I lavori dei gruppi sono stati preceduti dagli interventi del Sindaco Giovanni Calabrese, dei Dirigenti scolastici Fazzolari dello “Zaleuco”, Autelitano del “La Cava” e dalla Professoressa Polifrone del Mazzini di Locri. Lo specifico del percorso, condotto sin da Dicembre sugli  open data e che si concluderà solo a Maggio, è stato dettagliato dal Loredana Panetta di Eurokom, che ha definito i vari step affrontati durante la maratona di Asoc, permettendo  alle scuole di conoscere nel dettaglio la differenza tra finanziamenti comunitari e regionali, tra fondi diretti e indiretti ampliando concetti spesso sconosciuti anche a molti professionisti. A seguire Marina Galluzzo, responsabile delle politiche di comunicazione del Comune di Udine, ha dettagliato la best practice del proprio ente pubblico segnalato anche dal Governo USA di Obama come migliore pratica per l’utilizzo dei dati aperti sin dal 2011. Quindi Cristina Orefice di Monithon Calabria ha definito il ruolo e l’esperienza della sua Associazione nata in Calabria a seguito di un incontro tenutosi a Bologna con professionisti dello sviluppo dati e della comunicazione aperta e digitali. Un’esperienza innovativa che da circa quattro anni segue i percorsi di monitoraggio civico in ambito regionale e nazionale. Magistrale la lezione di economia del professore Francesco Aiello dell’Unical, che, con un approfondito intervento, ha definito il ruolo dell’economista per il progresso dello sviluppo locale ed integrato. Un’ampia disamina ha quindi  dedicato ai concetti di povertà assoluta e relativa appositamente dettagliati in una delle sue ultime ricerche condotte proprio come open journalist per la rivista di approfondimento economico OpenCalabria, che anima il dibattito sulle tematiche regionali legate ai contesti di crescita e sviluppo.

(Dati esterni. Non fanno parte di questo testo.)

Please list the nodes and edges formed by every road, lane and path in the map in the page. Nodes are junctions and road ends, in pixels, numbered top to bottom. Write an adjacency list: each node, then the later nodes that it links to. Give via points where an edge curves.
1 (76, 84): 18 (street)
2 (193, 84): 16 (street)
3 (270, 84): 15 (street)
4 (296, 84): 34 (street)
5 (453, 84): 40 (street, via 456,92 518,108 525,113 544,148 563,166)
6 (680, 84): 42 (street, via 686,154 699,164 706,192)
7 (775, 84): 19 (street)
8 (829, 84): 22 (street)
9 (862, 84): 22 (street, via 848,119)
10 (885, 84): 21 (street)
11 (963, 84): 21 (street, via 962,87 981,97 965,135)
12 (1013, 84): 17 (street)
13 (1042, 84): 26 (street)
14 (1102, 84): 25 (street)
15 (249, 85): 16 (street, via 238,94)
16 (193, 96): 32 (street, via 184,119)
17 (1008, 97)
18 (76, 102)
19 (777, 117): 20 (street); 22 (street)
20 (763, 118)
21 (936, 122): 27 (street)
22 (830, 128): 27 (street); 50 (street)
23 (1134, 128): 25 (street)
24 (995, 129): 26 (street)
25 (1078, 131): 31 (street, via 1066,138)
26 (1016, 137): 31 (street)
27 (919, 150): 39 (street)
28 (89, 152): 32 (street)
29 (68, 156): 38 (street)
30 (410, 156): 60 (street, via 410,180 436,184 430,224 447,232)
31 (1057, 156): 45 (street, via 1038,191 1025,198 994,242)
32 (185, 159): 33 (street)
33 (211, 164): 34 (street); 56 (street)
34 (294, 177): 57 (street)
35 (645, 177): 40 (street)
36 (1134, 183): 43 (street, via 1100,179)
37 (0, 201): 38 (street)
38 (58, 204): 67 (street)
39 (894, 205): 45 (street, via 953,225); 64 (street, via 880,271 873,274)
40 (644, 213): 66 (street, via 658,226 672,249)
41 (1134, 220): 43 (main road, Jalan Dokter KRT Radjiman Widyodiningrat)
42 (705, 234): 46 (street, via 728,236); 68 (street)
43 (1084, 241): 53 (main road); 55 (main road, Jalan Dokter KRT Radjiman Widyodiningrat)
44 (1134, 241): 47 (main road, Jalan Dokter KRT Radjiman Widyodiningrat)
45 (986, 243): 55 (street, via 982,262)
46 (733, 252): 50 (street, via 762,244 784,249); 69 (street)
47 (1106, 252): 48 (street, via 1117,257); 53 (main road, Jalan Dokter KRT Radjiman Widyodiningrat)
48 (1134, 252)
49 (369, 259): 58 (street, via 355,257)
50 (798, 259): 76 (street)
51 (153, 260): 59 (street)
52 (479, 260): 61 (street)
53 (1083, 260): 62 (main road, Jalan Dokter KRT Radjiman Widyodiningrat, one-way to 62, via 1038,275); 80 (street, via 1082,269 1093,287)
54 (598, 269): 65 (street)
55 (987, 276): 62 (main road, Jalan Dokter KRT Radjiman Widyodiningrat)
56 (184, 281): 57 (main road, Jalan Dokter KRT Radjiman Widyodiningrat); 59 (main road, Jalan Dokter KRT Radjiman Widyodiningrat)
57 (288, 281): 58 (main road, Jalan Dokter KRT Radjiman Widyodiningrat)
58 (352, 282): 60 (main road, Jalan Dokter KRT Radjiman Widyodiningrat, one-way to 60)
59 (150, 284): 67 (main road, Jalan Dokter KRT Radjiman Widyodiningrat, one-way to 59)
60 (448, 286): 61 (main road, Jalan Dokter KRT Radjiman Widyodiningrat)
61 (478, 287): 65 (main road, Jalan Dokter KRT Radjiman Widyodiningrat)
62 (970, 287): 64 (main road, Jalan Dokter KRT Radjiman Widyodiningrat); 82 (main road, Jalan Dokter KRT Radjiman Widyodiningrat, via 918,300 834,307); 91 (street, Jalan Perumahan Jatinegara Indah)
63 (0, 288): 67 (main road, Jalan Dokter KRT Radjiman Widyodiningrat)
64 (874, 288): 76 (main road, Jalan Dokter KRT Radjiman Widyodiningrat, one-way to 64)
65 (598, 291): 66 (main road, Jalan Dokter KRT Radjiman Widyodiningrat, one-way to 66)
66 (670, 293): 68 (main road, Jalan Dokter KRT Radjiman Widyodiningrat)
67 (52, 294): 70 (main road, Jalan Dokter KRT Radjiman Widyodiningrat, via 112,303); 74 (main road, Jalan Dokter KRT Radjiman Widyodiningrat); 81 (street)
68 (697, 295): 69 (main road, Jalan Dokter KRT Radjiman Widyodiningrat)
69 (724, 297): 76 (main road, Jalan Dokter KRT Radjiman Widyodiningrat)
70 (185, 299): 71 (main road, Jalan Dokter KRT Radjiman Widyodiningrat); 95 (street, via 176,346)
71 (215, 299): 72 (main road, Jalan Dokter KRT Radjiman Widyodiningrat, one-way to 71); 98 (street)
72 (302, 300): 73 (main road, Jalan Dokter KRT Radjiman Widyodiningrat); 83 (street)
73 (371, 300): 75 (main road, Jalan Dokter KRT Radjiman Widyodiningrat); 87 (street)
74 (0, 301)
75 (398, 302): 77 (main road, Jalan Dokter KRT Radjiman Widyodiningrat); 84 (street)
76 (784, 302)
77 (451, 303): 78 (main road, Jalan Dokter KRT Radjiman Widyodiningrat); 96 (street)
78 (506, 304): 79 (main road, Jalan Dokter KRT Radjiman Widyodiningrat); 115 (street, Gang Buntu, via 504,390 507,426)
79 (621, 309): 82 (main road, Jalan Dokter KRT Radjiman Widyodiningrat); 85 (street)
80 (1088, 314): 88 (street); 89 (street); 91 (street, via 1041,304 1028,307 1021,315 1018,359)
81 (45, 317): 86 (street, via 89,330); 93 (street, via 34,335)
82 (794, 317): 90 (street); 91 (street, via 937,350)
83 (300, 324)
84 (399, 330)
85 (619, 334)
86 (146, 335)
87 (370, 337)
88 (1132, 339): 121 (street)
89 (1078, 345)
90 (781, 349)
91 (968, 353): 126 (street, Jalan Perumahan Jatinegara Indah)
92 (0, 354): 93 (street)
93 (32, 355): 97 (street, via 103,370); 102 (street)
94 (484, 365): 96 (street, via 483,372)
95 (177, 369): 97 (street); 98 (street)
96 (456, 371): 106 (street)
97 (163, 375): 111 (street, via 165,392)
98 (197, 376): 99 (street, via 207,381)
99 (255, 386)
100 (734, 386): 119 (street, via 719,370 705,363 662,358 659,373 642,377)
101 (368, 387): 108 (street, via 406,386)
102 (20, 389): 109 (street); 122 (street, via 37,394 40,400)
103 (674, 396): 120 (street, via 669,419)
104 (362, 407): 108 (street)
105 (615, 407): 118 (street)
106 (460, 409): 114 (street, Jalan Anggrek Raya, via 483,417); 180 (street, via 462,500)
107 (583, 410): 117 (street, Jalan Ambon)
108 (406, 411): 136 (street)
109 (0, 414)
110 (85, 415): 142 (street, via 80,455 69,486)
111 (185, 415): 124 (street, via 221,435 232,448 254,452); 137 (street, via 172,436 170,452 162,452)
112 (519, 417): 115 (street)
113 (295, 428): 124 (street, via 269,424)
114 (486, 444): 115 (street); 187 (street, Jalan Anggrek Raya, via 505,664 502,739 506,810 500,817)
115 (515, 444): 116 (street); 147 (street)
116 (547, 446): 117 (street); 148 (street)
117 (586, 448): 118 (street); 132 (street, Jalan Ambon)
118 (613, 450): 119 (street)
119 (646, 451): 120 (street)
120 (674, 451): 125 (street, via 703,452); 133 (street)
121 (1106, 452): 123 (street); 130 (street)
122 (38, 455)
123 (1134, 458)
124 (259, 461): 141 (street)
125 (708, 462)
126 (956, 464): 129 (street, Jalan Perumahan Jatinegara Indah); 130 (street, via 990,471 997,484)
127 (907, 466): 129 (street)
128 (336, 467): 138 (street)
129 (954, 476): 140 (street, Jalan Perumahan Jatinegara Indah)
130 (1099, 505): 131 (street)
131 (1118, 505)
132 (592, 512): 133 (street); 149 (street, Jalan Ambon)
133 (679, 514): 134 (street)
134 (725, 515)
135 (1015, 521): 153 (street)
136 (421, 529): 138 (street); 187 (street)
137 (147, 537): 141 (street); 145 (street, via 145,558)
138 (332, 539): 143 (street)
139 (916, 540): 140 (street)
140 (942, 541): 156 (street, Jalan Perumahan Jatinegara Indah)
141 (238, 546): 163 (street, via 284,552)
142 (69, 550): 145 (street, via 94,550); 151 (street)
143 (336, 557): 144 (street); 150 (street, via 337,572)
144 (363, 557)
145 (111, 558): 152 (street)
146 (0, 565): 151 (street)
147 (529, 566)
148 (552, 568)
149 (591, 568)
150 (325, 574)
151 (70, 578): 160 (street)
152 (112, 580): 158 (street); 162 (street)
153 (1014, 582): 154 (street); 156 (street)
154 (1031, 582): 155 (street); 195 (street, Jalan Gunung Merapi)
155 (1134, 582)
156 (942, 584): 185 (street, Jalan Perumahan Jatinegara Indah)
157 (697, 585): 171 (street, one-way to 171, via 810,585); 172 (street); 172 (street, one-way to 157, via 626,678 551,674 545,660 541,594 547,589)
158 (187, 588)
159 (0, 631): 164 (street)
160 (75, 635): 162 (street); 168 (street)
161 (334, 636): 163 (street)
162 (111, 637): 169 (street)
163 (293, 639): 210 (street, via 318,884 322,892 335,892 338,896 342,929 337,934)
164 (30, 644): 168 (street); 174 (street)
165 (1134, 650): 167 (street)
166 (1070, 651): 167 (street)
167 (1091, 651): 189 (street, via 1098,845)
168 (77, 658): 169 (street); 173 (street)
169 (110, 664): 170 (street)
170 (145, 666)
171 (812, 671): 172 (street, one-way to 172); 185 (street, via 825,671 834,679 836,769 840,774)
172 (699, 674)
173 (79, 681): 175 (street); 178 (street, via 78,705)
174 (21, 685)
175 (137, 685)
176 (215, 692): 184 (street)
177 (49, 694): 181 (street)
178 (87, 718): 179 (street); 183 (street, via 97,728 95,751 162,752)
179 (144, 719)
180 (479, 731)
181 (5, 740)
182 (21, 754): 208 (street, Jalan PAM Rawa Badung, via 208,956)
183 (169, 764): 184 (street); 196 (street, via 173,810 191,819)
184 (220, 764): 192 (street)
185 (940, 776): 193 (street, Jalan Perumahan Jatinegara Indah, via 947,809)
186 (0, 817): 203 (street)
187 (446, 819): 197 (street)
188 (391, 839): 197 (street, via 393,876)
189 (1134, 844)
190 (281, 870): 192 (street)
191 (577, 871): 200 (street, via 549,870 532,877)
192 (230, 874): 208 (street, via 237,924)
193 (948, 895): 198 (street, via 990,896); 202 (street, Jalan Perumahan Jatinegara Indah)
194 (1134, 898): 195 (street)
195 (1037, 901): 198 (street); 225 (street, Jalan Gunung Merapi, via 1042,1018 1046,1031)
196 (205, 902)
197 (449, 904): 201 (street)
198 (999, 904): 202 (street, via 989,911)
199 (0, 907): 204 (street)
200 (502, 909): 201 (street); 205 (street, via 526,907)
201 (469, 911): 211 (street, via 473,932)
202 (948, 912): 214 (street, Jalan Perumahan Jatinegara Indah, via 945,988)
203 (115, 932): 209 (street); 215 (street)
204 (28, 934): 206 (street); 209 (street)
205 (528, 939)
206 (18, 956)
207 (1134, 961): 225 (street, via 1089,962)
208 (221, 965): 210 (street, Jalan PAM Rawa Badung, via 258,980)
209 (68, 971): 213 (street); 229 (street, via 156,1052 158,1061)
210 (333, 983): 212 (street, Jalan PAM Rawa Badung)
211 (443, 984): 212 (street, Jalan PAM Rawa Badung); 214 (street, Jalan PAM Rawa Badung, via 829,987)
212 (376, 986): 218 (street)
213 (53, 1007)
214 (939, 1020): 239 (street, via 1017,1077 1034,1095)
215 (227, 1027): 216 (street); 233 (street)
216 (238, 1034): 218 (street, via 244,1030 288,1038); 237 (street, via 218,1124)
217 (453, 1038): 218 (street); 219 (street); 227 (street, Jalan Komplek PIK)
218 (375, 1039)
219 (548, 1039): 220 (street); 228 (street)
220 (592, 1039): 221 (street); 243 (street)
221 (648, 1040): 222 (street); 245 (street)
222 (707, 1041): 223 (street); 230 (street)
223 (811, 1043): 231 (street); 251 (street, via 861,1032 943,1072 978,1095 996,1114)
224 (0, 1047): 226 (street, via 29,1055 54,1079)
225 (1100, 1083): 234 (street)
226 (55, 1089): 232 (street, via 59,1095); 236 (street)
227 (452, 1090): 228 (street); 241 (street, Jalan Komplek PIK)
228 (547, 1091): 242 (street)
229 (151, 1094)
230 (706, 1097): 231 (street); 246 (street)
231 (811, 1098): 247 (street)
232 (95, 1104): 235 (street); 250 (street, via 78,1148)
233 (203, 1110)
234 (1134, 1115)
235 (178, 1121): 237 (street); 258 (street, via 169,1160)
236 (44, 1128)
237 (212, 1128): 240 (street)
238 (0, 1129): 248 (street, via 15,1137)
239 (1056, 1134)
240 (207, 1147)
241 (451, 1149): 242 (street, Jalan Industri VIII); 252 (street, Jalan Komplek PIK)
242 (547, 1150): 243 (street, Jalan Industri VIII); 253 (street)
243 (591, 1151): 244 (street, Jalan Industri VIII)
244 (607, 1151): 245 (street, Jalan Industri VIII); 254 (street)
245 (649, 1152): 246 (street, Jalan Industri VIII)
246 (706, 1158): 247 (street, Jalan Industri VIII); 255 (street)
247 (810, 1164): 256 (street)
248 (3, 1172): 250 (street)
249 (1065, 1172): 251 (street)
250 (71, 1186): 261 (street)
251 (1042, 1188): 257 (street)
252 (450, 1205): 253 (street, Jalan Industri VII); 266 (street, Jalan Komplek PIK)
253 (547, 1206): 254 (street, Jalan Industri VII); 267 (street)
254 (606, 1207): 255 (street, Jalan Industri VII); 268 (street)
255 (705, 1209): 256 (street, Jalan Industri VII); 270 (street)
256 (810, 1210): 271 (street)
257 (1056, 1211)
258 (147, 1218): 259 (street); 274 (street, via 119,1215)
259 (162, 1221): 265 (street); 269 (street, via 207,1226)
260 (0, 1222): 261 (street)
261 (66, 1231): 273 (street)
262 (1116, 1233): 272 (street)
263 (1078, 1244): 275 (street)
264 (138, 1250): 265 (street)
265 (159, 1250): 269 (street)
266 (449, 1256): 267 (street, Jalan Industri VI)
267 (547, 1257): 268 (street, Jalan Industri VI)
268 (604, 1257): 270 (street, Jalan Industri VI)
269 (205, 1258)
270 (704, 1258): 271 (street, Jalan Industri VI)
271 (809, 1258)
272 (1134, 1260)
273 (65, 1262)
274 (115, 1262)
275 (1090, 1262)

La peculiarità della giornata sono senz’altro state le presentazioni dei lavori di monitoraggio prodotti dai diversi team di studenti impegnati su Asoc a partire dalle “Mazzini Green Angels” dell’omonimo liceo, che hanno presentato il lavoro di analisi in corso sul progetto di raccolta differenziata intercomunale svolto grazie ai fondi infrastrutturali nei comuni di Locri e Siderno. Quindi, i giovani open journalist del “La Cava” hanno dettagliato il lavoro del team “MeGale Hellas”, che sta monitorando il portato dei fondi spesi per la rassegna teatrale realizzata a Casignana. Per concludere i giovani “Epizefiri” dello Zaleuco hanno definito le loro analisi sui finanziamenti dedicati al recupero dell’area archeologica di Locri. I ragazzi hanno definito, grazie ad interviste ed incontri tenutisi con tecnici ed ingegneri protagonisti dei progetti analizzati i traguardi raggiunti e le difficoltà emerse dall’opera di monitoraggio civico. L’utilità del percorso di cittadinanza attiva è pienamente emerso dagli interventi dei team in concorso gli scorsi anni, che su Locri e su Bovalino hanno seguito con dovizia e precisione il loro operato di monitor professionisti. Notevoli sono stati i prodotti: servizi, interviste e filmati dedicati all’ostello della Gioventù realizzato a Locri su un bene confiscato, oggi finalmente assegnato per un percorso di turismo responsabile al Goel;  sul centro da destinare ai migranti a Bovalino, oggi giunto alla fase di assegnazione e finalmente arredato; ed in ultimo l’inattesa produzione dei campioni di  #Asoc1516 “People of Tomorrow”, dedicata dai vincitori nazionali alla storia del centro di aggregazione giovanile “Cura ut Valeas” di Locri ancora chiuso perché sono andati deserti ben due bandi per l’aggiudicazione dello stesso.  La conclusione della gara #Asoc1617 è prevista per il mese di Maggio, quando indiretta il 9 a Locri i giovani ed i cittadini potranno godere dell’ultima tappa pubblica di monitoraggio civico in occasione della Festa dell’Europa 2017. Solo allora si saprà se la Locride riuscirà a occupare ancora una volta la prime posizioni nella graduatoria nazionale del concorso.